* _ACTION ITEM_:
Copy each entry below verbatim. Skip the pictures.

# # # # # # #

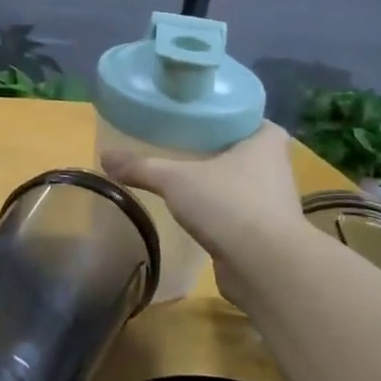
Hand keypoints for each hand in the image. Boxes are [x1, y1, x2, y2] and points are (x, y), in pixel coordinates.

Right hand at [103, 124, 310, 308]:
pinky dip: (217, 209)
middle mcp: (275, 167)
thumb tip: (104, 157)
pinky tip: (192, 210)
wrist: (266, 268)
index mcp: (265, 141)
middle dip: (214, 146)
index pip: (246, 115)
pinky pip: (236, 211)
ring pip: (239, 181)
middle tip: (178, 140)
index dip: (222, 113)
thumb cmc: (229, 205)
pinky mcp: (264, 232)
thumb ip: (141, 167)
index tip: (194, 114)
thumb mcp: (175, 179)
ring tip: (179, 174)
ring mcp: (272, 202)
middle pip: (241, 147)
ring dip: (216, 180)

# # # # # # #

* _RESULT BELOW_:
Hand keypoints for each hand in the image. Boxes are [x1, y1, x2, y2] and points are (x, y), in pixel coordinates.

Right hand at [103, 124, 310, 308]:
pinky dip: (217, 209)
middle mcp: (275, 167)
thumb tip: (104, 157)
pinky tip: (192, 210)
wrist: (266, 268)
index mcp: (265, 141)
middle dip: (214, 146)
index pip: (246, 115)
pinky pip: (236, 211)
ring pip: (239, 181)
middle tip: (178, 140)
index dip: (222, 113)
thumb cmc: (229, 205)
pinky mcp: (264, 232)
thumb ip: (141, 167)
index tip: (194, 114)
thumb mcp: (175, 179)
ring tip: (179, 174)
ring mcp: (272, 202)
middle pip: (241, 147)
ring dip: (216, 180)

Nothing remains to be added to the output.